I think it would be hard to convert all the usages of modules to from "do something with a shared library" mode to "tell me you are interested in a shared library and give me a callback" so that the module reading could be parallelized on demand. But at the very least we need to allow a mode where symbol reading is done lazily.
The other concern is that lldb keeps the modules it reads in a global cache, shared by all debuggers & targets. It is very possible that you could have two targets or two debuggers each with one target that are reading in shared libraries simultaneously, and adding them to the global cache. In some of the uses that lldb has under Xcode this is actually very common. So the task pool will have to be built up as things are added to the global shared module cache, not at the level of individual targets noticing the read-in of a shared library.

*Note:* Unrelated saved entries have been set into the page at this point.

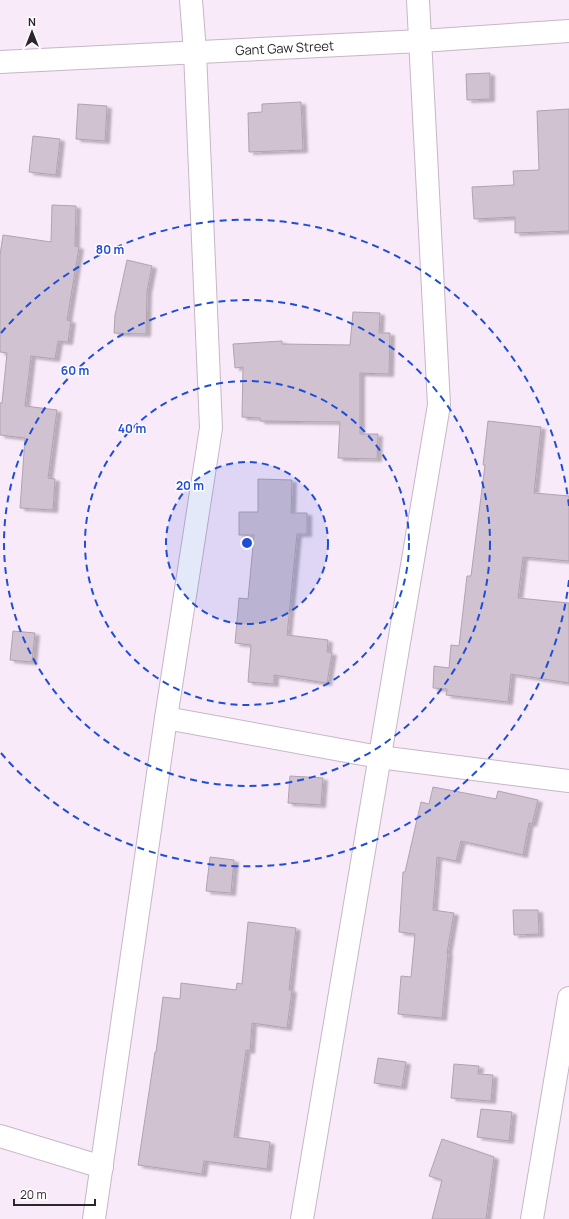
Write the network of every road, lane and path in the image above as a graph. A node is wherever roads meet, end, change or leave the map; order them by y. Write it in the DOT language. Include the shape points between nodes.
graph roads {
  1 [pos="191,0"];
  2 [pos="418,0"];
  3 [pos="569,31"];
  4 [pos="421,41"];
  5 [pos="194,52"];
  6 [pos="0,62"];
  7 [pos="166,718"];
  8 [pos="379,757"];
  9 [pos="569,781"];
  10 [pos="569,998"];
  11 [pos="0,1136"];
  12 [pos="102,1167"];
  13 [pos="94,1219"];
  14 [pos="302,1219"];
  15 [pos="532,1219"];
  1 -- 5 [label="street"];
  2 -- 4 [label="street"];
  3 -- 4 [label="street, Gant Gaw Street"];
  4 -- 5 [label="street, Gant Gaw Street"];
  4 -- 8 [label="street" via="439,405"];
  5 -- 6 [label="street, Gant Gaw Street"];
  5 -- 7 [label="street" via="211,428"];
  7 -- 8 [label="street"];
  7 -- 12 [label="street"];
  8 -- 9 [label="street"];
  8 -- 14 [label="street"];
  10 -- 15 [label="street"];
  11 -- 12 [label="street"];
  12 -- 13 [label="street"];
}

> On Apr 26, 2017, at 4:12 PM, Scott Smith via lldb-dev <lldb-dev at lists.llvm.org> wrote:
> After a dealing with a bunch of microoptimizations, I'm back to parallelizing loading of shared modules. My naive approach was to just create a new thread per shared library. I have a feeling some users may not like that; I think I read an email from someone who has thousands of shared libraries. That's a lot of threads :-)

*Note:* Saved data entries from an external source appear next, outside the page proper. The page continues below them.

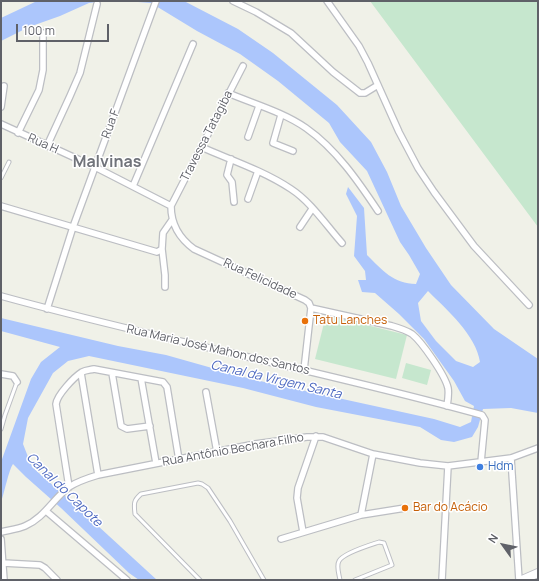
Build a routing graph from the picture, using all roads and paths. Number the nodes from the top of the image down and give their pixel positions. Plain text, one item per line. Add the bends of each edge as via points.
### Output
1 (156, 1) edge
2 (233, 1) edge
3 (327, 1) edge
4 (97, 4) dead end
5 (44, 33) dead end
6 (193, 44) dead end
7 (243, 66) dead end
8 (378, 85) junction
9 (4, 86) dead end
10 (228, 93) junction
11 (259, 106) junction
12 (1, 107) edge
13 (281, 115) junction
14 (1, 124) edge
15 (18, 132) junction
16 (248, 137) dead end
17 (47, 146) junction
18 (201, 147) junction
19 (293, 151) dead end
20 (231, 159) junction
21 (9, 162) dead end
22 (95, 167) junction
23 (258, 171) junction
24 (1, 178) edge
25 (132, 186) junction
26 (248, 199) dead end
27 (234, 202) dead end
28 (1, 206) edge
29 (171, 206) junction
30 (312, 209) junction
31 (378, 211) dead end
32 (172, 220) junction
33 (73, 226) junction
34 (300, 227) dead end
35 (342, 243) dead end
36 (162, 249) junction
37 (165, 287) dead end
38 (1, 296) edge
39 (529, 305) dead end
40 (311, 308) junction
41 (47, 309) junction
42 (304, 370) junction
43 (81, 373) junction
44 (112, 373) junction
45 (1, 374) edge
46 (141, 378) junction
47 (17, 382) joint
48 (206, 392) dead end
49 (447, 406) junction
50 (150, 426) junction
51 (1, 429) edge
52 (316, 436) junction
53 (538, 448) edge
54 (217, 452) junction
55 (372, 454) junction
56 (511, 458) junction
57 (179, 460) junction
58 (481, 462) junction
59 (156, 463) junction
60 (448, 466) junction
61 (98, 475) junction
62 (69, 488) junction
63 (405, 508) dead end
64 (48, 509) junction
65 (361, 515) junction
66 (1, 532) edge
67 (303, 532) junction
68 (1, 539) edge
69 (282, 539) dead end
70 (3, 563) junction
71 (538, 572) edge
72 (4, 580) edge
73 (57, 580) edge
74 (126, 580) edge
75 (200, 580) edge
76 (264, 580) edge
77 (340, 580) edge
78 (355, 580) edge
79 (442, 580) edge
80 (520, 580) edge

1 - 22 street, Rua F
2 - 8 street via 291,33 360,93 365,93
3 - 8 street via 359,46
4 - 17 street via 80,73
5 - 15 street via 43,70 39,90
6 - 25 street
7 - 10 street, Travessa Tatagiba
8 - 39 street via 399,132 434,192 474,246
9 - 12 street
10 - 11 street
10 - 18 street, Travessa Tatagiba
11 - 13 street
11 - 16 street
13 - 19 street via 273,143
13 - 31 street via 305,127 318,138 347,168
14 - 15 street, Rua H
15 - 17 street, Rua H
17 - 22 street, Rua H
18 - 20 street
18 - 29 street, Travessa Tatagiba
20 - 23 street
20 - 27 street via 227,175 232,182
21 - 24 lane
22 - 25 street, Rua H
22 - 33 street, Rua F
23 - 26 street
23 - 30 street via 291,189
25 - 29 street, Rua H
28 - 33 street
29 - 32 street, Rua Felicidade
30 - 34 street
30 - 35 street
32 - 36 street via 163,233
32 - 40 street, Rua Felicidade via 180,236 194,249 305,300
33 - 36 street via 157,252
33 - 41 street, Rua F
36 - 37 street
38 - 41 street, Rua Maria José Mahon dos Santos
40 - 42 street
40 - 49 street via 392,326 411,334 418,340 446,381
41 - 42 street, Rua Maria José Mahon dos Santos
42 - 49 street, Rua Maria José Mahon dos Santos
43 - 44 street via 94,369
43 - 61 street
43 - 62 street via 56,399
44 - 46 street
44 - 50 street via 121,426 126,429
45 - 47 street via 13,376
46 - 50 street
46 - 57 street via 163,382 167,387
47 - 51 lane
48 - 54 street
49 - 58 street, Rua Maria José Mahon dos Santos via 482,415 485,420
50 - 59 street
52 - 54 street, Rua Antônio Bechara Filho
52 - 55 street, Rua Antônio Bechara Filho
52 - 67 street via 298,488 297,498
53 - 56 street, Rua Antônio Bechara Filho
54 - 57 street, Rua Antônio Bechara Filho
55 - 60 street, Rua Antônio Bechara Filho via 420,464
55 - 65 street
56 - 58 street, Rua Antônio Bechara Filho
56 - 80 street
57 - 59 street, Rua Antônio Bechara Filho
58 - 60 street, Rua Antônio Bechara Filho
59 - 61 street, Rua Antônio Bechara Filho
60 - 79 street
61 - 62 street, Rua Antônio Bechara Filho
62 - 64 street, Rua Antônio Bechara Filho
63 - 65 street
64 - 66 street, Rua Antônio Bechara Filho via 33,522
64 - 74 street
65 - 67 street
67 - 69 street
68 - 70 street
70 - 72 street
70 - 73 street via 40,565
71 - 80 main road
75 - 76 lane via 136,514 134,504 141,494 198,484 208,488
77 - 78 lane via 338,565 343,556 379,542 384,543 392,564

> The problem is loading a shared library can cause downstream parallelization through TaskPool. I can't then also have the loading of a shared library itself go through TaskPool, as that could cause a deadlock - if all the worker threads are waiting on work that TaskPool needs to run on a worker thread.... then nothing will happen.
> Three possible solutions:
> 1. Remove the notion of a single global TaskPool, but instead have a static pool at each callsite that wants it. That way multiple paths into the same code would share the same pool, but different places in the code would have their own pool.
> 2. Change the wait code for TaskRunner to note whether it is already on a TaskPool thread, and if so, spawn another one. However, I don't think that fully solves the issue of having too many threads loading shared libraries, as there is no guarantee the new worker would work on the "deepest" work. I suppose each task would be annotated with depth, and the work could be sorted in TaskPool though...
> 3. Leave a separate thread per shared library.